Uber is lining up a major expansion at Silverstein Properties’ 3 World Trade Center, where the company is poised to add roughly 86,000 square feet via a sublease. If it goes through, the deal would boost Uber’s total footprint in the Financial District tower to about 438,000 square feet, giving the rideshare giant close to one-fifth of the building’s roughly 2.5 million rentable square feet. The expansion is reported to be in late stages but has not yet been finalized.
According to The Real Deal, the potential add-on surfaced in a monthly office report from CBRE. The report kept certain details under wraps, including the identity of the sublandlord, the term of the sublease and the asking rent. The outlet also pointed out that Uber was on the other side of the table during the height of the pandemic, putting some of its space on the sublease market before quietly taking smaller additions last year.
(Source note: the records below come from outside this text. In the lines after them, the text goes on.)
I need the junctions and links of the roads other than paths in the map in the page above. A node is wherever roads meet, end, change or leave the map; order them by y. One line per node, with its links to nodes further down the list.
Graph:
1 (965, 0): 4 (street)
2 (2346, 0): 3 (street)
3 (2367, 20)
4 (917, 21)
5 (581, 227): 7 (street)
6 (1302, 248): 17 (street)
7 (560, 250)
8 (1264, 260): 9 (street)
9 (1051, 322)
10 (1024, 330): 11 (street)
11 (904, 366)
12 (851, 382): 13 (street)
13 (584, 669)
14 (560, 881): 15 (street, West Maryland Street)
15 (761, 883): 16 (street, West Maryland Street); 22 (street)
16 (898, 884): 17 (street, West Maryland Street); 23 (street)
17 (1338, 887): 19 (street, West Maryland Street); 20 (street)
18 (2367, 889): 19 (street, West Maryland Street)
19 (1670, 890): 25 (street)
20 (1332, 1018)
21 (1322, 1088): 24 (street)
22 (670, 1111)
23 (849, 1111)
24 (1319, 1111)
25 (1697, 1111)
Commercial Observer pegs the latest sublease at 86,071 square feet and calculates Uber’s total footprint at roughly 437,571 square feet. That outlet notes that CBRE represents Silverstein at 3 WTC and also describes the transaction as not yet finalized.
Market context
The larger Manhattan office scene is sending some mixed signals. Colliers found that February leasing volume slid to about 2.2 million square feet, a 39.5 percent drop from January, even as average Manhattan rents climbed, according to The Real Deal. The outlet summarized Colliers’ finding that average Manhattan rents hit $77.22 per square foot, while CBRE put the average asking rent for Lower Manhattan at about $59.26 per square foot.
Availability edged up to 13.6 percent and sublet inventory increased by roughly 510,000 square feet, the report noted, although overall supply still sits well below its pandemic peak. In other words, there is more space floating around again, but not quite at the fire-sale levels of a few years ago.
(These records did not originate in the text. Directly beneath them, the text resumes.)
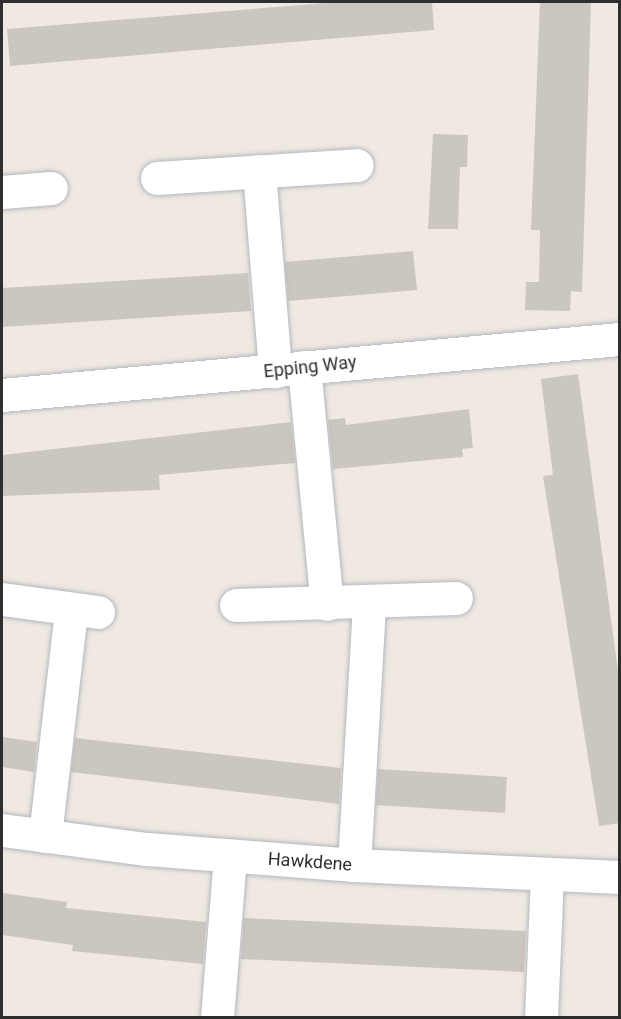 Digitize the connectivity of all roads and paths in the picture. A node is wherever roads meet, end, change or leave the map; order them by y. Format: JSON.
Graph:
{"nodes":[{"id":1,"x":357,"y":165,"type":"dead end"},
{"id":2,"x":259,"y":171,"type":"junction"},
{"id":3,"x":157,"y":178,"type":"dead end"},
{"id":4,"x":51,"y":188,"type":"dead end"},
{"id":5,"x":2,"y":192,"type":"edge"},
{"id":6,"x":620,"y":339,"type":"edge"},
{"id":7,"x":290,"y":369,"type":"junction"},
{"id":8,"x":2,"y":395,"type":"edge"},
{"id":9,"x":456,"y":597,"type":"dead end"},
{"id":10,"x":2,"y":598,"type":"edge"},
{"id":11,"x":327,"y":604,"type":"junction"},
{"id":12,"x":369,"y":604,"type":"junction"},
{"id":13,"x":236,"y":605,"type":"dead end"},
{"id":14,"x":2,"y":830,"type":"edge"},
{"id":15,"x":45,"y":836,"type":"junction"},
{"id":16,"x":230,"y":856,"type":"junction"},
{"id":17,"x":354,"y":865,"type":"junction"},
{"id":18,"x":547,"y":876,"type":"junction"},
{"id":19,"x":620,"y":877,"type":"edge"},
{"id":20,"x":217,"y":1017,"type":"edge"},
{"id":21,"x":541,"y":1017,"type":"edge"}],
"edges":[{"from":1,"to":2,"type":"street"},
{"from":2,"to":3,"type":"street"},
{"from":2,"to":7,"type":"street"},
{"from":4,"to":5,"type":"street"},
{"from":6,"to":7,"type":"street","name":"Epping Way"},
{"from":7,"to":8,"type":"street","name":"Epping Way"},
{"from":7,"to":11,"type":"street"},
{"from":9,"to":12,"type":"street"},
{"from":10,"to":15,"type":"street"},
{"from":11,"to":12,"type":"street"},
{"from":11,"to":13,"type":"street"},
{"from":12,"to":17,"type":"street"},
{"from":14,"to":15,"type":"street","name":"Hawkdene"},
{"from":15,"to":16,"type":"street","name":"Hawkdene"},
{"from":16,"to":17,"type":"street","name":"Hawkdene"},
{"from":16,"to":20,"type":"street"},
{"from":17,"to":18,"type":"street","name":"Hawkdene"},
{"from":18,"to":19,"type":"street","name":"Hawkdene"},
{"from":18,"to":21,"type":"street"}]}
What the move signals for 3 WTC
Uber’s moves at 3 WTC, starting with its original 2019 lease and continuing through incremental takebacks last year, amount to a long-term bet on dense office space downtown. The company now controls multiple contiguous floors in the tower, giving it a campus-style stack in the heart of the World Trade Center complex. Commercial Observer reports that Uber first moved into 3 WTC in 2019 and expanded its presence there last year.
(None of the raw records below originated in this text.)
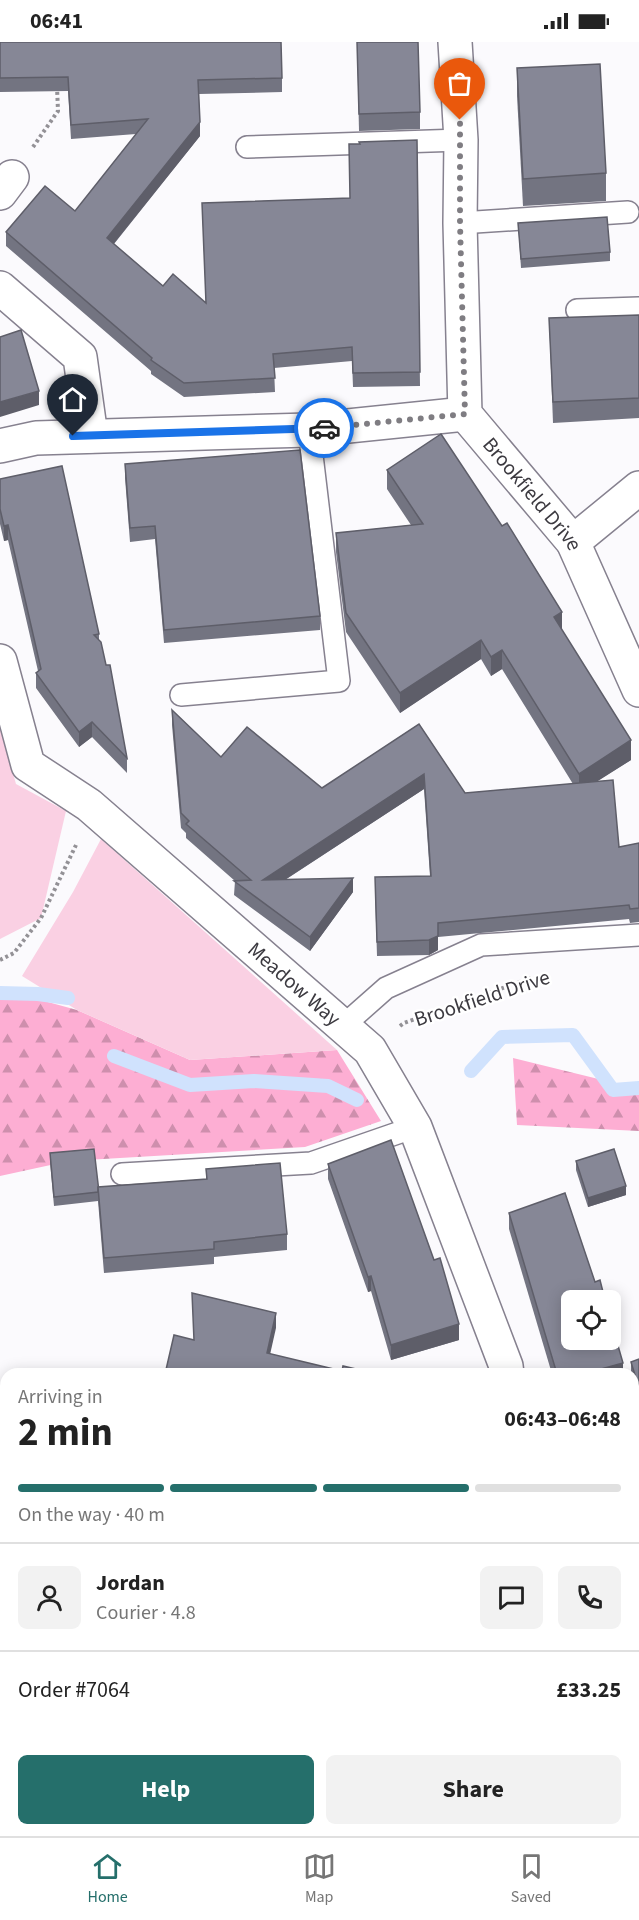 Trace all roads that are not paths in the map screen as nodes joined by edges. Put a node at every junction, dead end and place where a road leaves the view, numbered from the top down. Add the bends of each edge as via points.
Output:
1 (455, 42) edge
2 (461, 140) junction
3 (247, 147) dead end
4 (628, 212) dead end
5 (460, 223) junction
6 (0, 288) edge
7 (639, 308) edge
8 (577, 310) dead end
9 (465, 414) junction
10 (309, 430) junction
11 (91, 436) junction
12 (0, 446) edge
13 (639, 488) edge
14 (573, 542) junction
15 (0, 661) edge
16 (639, 690) edge
17 (181, 695) dead end
18 (639, 934) edge
19 (343, 1026) junction
20 (415, 1127) junction
21 (122, 1174) dead end
22 (506, 1368) edge

1 - 2 street
2 - 3 lane
2 - 5 street
4 - 5 lane
5 - 9 street
6 - 11 street via 80,357
7 - 8 lane
9 - 10 street
9 - 14 street, Brookfield Drive
10 - 11 street
10 - 17 lane via 339,681
11 - 12 street via 36,438
13 - 14 street
14 - 16 street, Brookfield Drive
15 - 19 street, Meadow Way via 28,765 89,805
18 - 19 lane via 481,945 386,988
19 - 20 street, Meadow Way via 370,1050
20 - 21 lane via 311,1163
20 - 22 street, Meadow Way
The building’s tenant roster also includes StubHub, Asana and McKinsey & Company, so Uber’s potential expansion would deepen an already strong mix of tech and consulting names at the property.
If the reported sublease closes, Uber would control roughly one in five rentable square feet at 3 WTC, reinforcing a broader pattern of big tenants either consolidating or stretching their downtown footprints. For now, the transaction remains pending and serves as one more data point in a Manhattan office market still figuring out how much space companies really need in the post-pandemic era.